*Task objective*
The answer is a single figure: how many lines below contain the word "Академіка".

◆ ◆ ◆ ◆

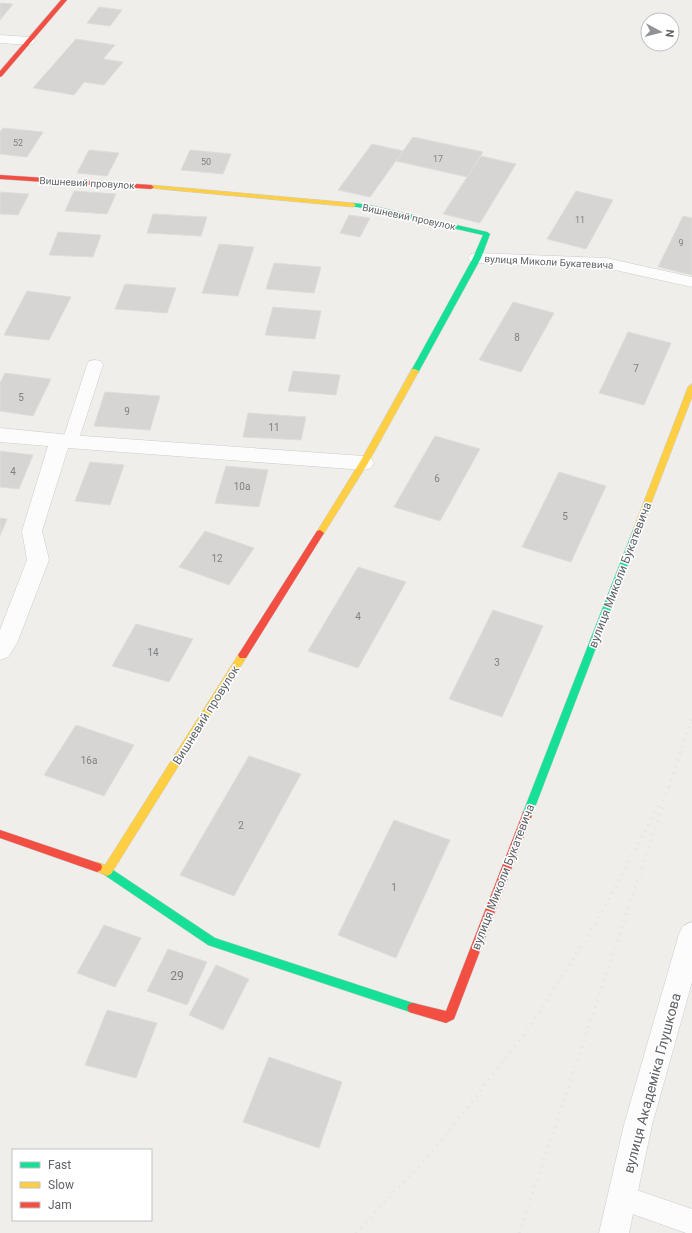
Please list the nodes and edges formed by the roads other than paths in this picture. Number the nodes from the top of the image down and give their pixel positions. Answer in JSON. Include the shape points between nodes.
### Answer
{"nodes":[{"id":1,"x":64,"y":0,"type":"edge"},
{"id":2,"x":0,"y":39,"type":"edge"},
{"id":3,"x":29,"y":41,"type":"junction"},
{"id":4,"x":0,"y":75,"type":"edge"},
{"id":5,"x":0,"y":178,"type":"edge"},
{"id":6,"x":477,"y":258,"type":"junction"},
{"id":7,"x":692,"y":282,"type":"edge"},
{"id":8,"x":95,"y":365,"type":"dead end"},
{"id":9,"x":692,"y":387,"type":"edge"},
{"id":10,"x":0,"y":435,"type":"edge"},
{"id":11,"x":65,"y":442,"type":"junction"},
{"id":12,"x":364,"y":463,"type":"junction"},
{"id":13,"x":0,"y":651,"type":"edge"},
{"id":14,"x":0,"y":834,"type":"edge"},
{"id":15,"x":107,"y":871,"type":"junction"},
{"id":16,"x":692,"y":934,"type":"edge"},
{"id":17,"x":622,"y":1198,"type":"junction"},
{"id":18,"x":692,"y":1222,"type":"edge"},
{"id":19,"x":614,"y":1233,"type":"edge"}],
"edges":[{"from":1,"to":3,"type":"street"},
{"from":2,"to":3,"type":"lane"},
{"from":3,"to":4,"type":"street"},
{"from":5,"to":6,"type":"street","name":"Вишневий провулок","via":[[189,189],[369,207],[487,234]]},
{"from":6,"to":7,"type":"street","name":"вулиця Миколи Букатевича","via":[[606,263]]},
{"from":6,"to":12,"type":"street","name":"Вишневий провулок"},
{"from":8,"to":11,"type":"lane"},
{"from":9,"to":15,"type":"street","name":"вулиця Миколи Букатевича","via":[[450,1015],[446,1018],[441,1017],[212,942]]},
{"from":10,"to":11,"type":"street"},
{"from":11,"to":12,"type":"street"},
{"from":11,"to":13,"type":"street","via":[[32,531],[38,560],[6,643]]},
{"from":12,"to":15,"type":"street","name":"Вишневий провулок"},
{"from":14,"to":15,"type":"street"},
{"from":16,"to":17,"type":"street","name":"вулиця Академіка Глушкова","via":[[638,1125]]},
{"from":17,"to":18,"type":"lane"},
{"from":17,"to":19,"type":"street","name":"вулиця Академіка Глушкова"}]}
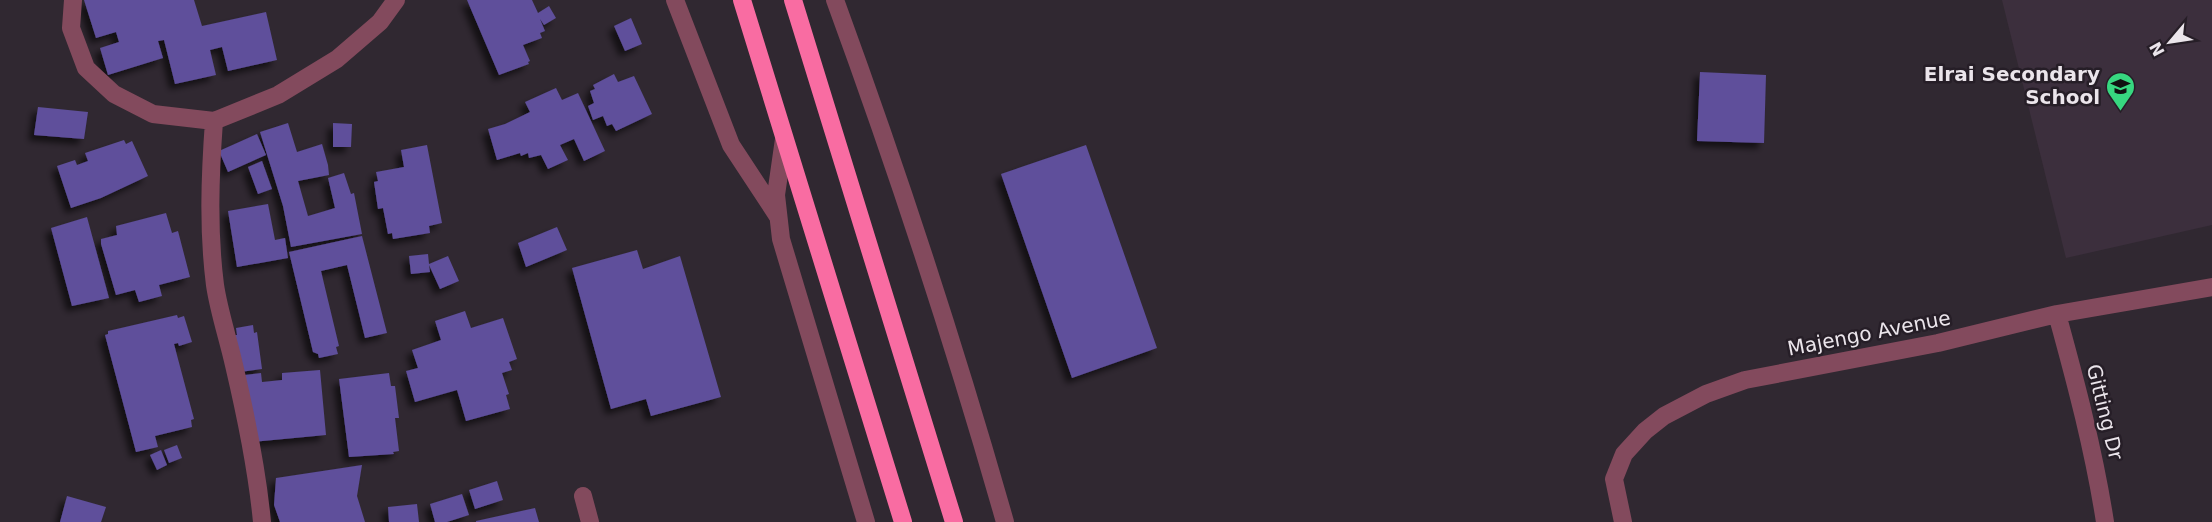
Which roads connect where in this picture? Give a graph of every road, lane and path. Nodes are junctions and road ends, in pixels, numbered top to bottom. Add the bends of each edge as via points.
1 (73, 0) edge
2 (396, 0) edge
3 (675, 0) edge
4 (742, 0) edge
5 (793, 0) edge
6 (835, 0) edge
7 (214, 121) junction
8 (783, 139) junction
9 (778, 216) junction
10 (2212, 286) edge
11 (2057, 314) junction
12 (583, 496) dead end
13 (262, 522) edge
14 (590, 522) edge
15 (866, 522) edge
16 (903, 522) edge
17 (954, 522) edge
18 (1005, 522) edge
19 (1623, 522) edge
20 (2105, 522) edge

1 - 7 street via 71,28 86,68 114,94 153,114
2 - 7 street via 380,22 337,59 278,95
3 - 9 street via 731,145
4 - 8 highway
5 - 17 highway
6 - 18 street via 892,156
7 - 13 street via 210,236 216,287 243,405
8 - 9 street via 776,195
8 - 16 highway
9 - 15 street via 781,239
10 - 11 street, Majengo Avenue
11 - 19 street, Majengo Avenue via 1938,343 1745,380 1682,405 1645,431 1624,454 1614,476
11 - 20 street, Gitting Dr via 2081,400
12 - 14 street

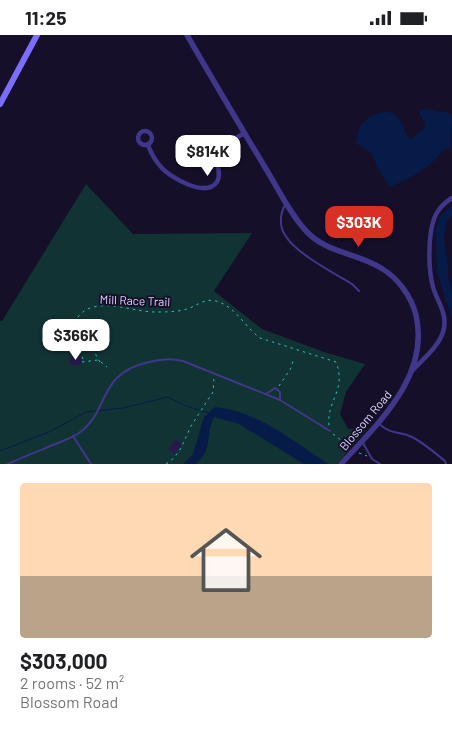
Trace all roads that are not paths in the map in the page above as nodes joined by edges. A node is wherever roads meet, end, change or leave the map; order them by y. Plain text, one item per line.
1 (38, 35) edge
2 (187, 35) edge
3 (0, 104) edge
4 (244, 133) junction
5 (148, 145) dead end
6 (452, 198) edge
7 (286, 203) junction
8 (358, 291) dead end
9 (412, 371) junction
10 (266, 394) junction
11 (280, 400) junction
12 (378, 423) junction
13 (330, 431) road end
14 (73, 436) junction
15 (362, 441) junction
16 (342, 463) edge
17 (8, 464) edge
18 (91, 464) edge
19 (380, 464) edge
20 (446, 464) edge

1 - 3 main road
2 - 4 street, Blossom Road
4 - 5 street
4 - 7 street, Blossom Road
6 - 9 street
7 - 8 lane
7 - 9 street, Blossom Road
9 - 12 street, Blossom Road
10 - 11 lane
10 - 11 lane
10 - 14 lane
11 - 13 lane
12 - 15 street, Blossom Road
12 - 20 lane
14 - 17 lane
14 - 18 lane
15 - 16 street, Blossom Road
15 - 19 lane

◆ ◆ ◆ ◆

*Response to the task*
2